- Task description -
Please give the number of lines in the records below that include "then", with no other output.

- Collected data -
▼
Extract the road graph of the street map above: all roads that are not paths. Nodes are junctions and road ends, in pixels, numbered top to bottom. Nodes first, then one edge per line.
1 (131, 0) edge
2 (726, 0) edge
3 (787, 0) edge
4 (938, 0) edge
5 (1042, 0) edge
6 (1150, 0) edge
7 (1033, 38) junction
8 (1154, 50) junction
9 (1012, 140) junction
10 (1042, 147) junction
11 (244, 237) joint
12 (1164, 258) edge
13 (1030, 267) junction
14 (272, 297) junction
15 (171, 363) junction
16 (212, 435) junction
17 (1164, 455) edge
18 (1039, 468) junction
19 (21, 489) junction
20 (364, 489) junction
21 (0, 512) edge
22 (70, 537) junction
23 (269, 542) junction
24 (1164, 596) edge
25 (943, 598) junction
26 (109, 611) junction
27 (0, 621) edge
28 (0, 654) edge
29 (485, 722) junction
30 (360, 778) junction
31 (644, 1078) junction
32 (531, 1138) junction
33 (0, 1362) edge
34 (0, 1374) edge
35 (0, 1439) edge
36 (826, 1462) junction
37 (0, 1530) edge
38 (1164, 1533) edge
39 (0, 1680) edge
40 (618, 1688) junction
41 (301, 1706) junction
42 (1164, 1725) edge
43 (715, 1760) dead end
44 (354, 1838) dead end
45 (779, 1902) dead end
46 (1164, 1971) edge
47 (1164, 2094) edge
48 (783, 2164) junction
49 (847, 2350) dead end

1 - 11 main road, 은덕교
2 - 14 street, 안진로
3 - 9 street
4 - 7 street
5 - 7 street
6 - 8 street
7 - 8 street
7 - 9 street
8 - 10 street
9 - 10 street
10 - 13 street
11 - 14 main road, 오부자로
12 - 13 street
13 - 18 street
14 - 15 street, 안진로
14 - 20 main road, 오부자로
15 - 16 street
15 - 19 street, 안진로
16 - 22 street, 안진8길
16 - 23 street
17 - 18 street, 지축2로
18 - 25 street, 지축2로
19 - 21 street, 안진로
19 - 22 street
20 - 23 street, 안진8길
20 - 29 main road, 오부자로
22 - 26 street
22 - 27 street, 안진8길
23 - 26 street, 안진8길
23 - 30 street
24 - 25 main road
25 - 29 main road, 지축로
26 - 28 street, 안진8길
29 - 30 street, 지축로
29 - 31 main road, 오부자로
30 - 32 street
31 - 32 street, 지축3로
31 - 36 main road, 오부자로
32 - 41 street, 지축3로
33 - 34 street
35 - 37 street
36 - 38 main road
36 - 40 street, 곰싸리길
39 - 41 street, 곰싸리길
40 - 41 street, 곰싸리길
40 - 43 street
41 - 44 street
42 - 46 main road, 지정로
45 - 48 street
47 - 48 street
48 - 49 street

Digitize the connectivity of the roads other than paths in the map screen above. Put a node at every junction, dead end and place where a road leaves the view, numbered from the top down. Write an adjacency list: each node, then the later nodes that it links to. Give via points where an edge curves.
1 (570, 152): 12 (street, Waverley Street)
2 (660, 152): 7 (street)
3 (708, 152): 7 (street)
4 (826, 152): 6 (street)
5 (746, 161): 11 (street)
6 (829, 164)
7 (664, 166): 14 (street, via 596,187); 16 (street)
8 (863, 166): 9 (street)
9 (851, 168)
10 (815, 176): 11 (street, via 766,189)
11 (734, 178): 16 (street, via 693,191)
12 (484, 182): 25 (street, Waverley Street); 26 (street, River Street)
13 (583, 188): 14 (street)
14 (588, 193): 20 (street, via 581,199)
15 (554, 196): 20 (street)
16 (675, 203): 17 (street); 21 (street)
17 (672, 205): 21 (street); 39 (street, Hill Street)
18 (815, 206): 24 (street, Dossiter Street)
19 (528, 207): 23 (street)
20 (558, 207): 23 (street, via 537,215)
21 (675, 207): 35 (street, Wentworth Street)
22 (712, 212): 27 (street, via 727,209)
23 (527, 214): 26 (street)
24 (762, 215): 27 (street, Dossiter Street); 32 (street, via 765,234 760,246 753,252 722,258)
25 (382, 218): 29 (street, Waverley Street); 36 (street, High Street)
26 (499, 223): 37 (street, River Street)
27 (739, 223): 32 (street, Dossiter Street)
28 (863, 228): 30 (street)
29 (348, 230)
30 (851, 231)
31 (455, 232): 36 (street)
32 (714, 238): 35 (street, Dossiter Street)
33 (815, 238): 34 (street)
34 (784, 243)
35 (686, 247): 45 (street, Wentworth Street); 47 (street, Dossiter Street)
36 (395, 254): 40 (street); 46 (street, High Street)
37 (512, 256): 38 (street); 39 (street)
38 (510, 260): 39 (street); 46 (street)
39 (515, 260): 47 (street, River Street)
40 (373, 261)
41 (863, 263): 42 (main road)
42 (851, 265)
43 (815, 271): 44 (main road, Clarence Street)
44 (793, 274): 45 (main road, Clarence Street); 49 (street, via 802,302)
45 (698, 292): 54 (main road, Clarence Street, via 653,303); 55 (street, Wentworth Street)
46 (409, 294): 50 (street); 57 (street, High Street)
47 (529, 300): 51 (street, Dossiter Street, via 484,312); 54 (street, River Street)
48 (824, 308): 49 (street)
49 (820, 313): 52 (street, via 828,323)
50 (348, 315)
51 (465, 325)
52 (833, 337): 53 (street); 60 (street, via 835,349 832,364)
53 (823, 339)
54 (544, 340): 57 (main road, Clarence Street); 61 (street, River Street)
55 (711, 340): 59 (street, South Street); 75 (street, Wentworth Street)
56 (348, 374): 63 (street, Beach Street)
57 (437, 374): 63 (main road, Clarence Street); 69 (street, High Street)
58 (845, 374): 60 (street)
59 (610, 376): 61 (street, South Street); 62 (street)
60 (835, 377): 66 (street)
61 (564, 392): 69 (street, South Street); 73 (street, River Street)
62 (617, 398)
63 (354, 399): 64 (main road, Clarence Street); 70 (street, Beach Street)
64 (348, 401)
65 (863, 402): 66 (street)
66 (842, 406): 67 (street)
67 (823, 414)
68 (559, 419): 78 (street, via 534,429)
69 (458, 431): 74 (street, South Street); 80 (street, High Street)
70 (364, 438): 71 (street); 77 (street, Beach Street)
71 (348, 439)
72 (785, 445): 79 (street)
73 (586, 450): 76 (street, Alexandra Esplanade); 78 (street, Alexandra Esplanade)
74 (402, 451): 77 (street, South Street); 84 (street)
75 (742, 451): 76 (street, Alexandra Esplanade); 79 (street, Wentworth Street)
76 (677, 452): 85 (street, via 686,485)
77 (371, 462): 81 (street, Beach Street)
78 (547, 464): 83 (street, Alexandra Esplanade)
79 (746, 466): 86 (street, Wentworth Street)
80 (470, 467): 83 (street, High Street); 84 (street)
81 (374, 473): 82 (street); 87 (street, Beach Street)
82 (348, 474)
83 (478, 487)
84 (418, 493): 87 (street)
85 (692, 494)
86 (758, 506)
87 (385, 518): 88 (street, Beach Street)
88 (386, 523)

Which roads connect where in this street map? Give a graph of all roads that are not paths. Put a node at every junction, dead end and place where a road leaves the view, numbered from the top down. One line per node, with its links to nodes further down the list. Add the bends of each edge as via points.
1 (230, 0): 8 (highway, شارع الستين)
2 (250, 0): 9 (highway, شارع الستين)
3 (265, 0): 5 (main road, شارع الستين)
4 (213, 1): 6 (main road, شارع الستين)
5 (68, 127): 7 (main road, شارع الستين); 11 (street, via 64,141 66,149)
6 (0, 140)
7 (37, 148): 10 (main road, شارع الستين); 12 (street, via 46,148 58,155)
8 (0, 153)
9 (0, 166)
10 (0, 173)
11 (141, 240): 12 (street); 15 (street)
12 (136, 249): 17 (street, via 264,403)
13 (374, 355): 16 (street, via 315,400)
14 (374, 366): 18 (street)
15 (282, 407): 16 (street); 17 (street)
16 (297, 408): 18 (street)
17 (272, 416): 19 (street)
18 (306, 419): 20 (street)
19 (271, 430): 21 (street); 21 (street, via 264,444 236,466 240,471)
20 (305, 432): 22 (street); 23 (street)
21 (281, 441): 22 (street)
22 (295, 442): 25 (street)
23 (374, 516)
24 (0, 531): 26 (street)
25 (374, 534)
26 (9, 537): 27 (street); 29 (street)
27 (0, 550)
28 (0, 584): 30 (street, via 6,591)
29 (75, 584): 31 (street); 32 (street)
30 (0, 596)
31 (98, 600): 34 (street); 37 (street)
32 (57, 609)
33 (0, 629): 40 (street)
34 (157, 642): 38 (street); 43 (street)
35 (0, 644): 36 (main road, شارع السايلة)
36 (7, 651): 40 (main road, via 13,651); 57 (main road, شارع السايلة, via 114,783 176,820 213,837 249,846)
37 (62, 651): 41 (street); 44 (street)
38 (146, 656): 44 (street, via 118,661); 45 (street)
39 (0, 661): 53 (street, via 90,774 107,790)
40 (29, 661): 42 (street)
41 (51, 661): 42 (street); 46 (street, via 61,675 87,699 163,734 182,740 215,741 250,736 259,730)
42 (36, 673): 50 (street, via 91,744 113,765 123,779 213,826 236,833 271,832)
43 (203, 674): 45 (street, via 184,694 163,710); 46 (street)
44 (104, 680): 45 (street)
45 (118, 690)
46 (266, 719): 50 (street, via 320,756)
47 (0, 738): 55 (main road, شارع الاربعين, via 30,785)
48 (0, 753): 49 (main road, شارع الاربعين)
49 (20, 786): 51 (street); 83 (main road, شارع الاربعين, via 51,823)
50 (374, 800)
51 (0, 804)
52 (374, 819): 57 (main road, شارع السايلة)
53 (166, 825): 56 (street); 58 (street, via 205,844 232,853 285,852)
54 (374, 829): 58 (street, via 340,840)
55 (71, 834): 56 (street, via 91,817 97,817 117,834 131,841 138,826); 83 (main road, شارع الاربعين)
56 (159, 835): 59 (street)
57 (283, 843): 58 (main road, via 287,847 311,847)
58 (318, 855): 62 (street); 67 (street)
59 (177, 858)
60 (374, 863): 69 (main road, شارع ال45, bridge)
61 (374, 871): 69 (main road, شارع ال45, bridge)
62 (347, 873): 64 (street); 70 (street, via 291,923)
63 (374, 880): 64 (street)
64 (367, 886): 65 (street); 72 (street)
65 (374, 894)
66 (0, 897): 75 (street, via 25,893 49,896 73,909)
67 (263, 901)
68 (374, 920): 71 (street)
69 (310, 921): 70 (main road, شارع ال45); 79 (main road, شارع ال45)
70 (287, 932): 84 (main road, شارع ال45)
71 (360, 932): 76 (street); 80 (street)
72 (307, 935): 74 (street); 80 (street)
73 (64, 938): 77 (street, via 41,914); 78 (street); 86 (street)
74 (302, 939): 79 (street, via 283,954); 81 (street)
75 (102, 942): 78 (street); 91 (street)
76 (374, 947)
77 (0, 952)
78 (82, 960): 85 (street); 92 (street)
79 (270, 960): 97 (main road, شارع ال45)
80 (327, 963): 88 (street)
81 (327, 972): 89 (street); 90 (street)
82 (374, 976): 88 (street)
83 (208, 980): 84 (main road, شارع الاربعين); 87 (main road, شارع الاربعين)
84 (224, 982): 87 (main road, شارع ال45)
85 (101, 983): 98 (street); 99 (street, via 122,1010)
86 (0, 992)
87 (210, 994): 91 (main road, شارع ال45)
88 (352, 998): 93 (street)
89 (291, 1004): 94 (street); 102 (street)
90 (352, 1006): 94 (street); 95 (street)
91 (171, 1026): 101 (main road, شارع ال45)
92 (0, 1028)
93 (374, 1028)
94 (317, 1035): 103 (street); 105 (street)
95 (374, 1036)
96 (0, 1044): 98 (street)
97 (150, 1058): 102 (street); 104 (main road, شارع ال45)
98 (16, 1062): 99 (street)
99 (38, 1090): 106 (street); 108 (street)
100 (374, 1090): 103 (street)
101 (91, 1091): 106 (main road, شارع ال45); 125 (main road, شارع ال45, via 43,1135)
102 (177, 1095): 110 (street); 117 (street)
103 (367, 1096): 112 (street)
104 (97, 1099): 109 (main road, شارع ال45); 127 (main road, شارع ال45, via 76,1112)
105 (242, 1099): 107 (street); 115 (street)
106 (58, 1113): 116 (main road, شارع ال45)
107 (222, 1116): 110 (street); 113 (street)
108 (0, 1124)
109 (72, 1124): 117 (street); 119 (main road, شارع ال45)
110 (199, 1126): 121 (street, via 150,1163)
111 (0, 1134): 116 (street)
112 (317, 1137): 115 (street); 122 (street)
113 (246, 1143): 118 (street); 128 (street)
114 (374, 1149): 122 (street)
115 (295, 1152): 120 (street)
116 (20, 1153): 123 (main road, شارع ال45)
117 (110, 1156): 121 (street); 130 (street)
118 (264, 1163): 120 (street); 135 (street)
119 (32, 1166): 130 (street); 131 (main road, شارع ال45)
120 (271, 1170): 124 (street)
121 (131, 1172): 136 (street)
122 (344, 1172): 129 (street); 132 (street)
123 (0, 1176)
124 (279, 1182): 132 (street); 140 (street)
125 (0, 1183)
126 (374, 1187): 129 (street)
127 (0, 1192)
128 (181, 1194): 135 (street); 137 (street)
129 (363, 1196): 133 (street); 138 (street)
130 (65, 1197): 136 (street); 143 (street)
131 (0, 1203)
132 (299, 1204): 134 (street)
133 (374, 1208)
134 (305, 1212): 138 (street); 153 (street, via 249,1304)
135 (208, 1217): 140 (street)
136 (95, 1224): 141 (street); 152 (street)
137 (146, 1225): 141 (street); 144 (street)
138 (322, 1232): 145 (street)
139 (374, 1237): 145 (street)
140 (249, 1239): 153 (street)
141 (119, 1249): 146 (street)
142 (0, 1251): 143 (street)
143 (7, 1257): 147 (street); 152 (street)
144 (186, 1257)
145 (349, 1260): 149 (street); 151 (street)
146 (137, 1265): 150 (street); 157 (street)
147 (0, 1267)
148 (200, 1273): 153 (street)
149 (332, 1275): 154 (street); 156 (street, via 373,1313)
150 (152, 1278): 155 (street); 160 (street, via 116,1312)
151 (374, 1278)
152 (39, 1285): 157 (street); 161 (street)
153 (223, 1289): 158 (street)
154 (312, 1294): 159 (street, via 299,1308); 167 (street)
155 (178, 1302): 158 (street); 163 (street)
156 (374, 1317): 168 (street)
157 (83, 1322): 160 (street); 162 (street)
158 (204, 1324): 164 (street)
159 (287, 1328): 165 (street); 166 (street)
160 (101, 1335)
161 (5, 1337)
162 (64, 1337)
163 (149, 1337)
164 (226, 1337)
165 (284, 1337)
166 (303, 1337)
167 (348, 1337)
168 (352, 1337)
▲
- Solution -
2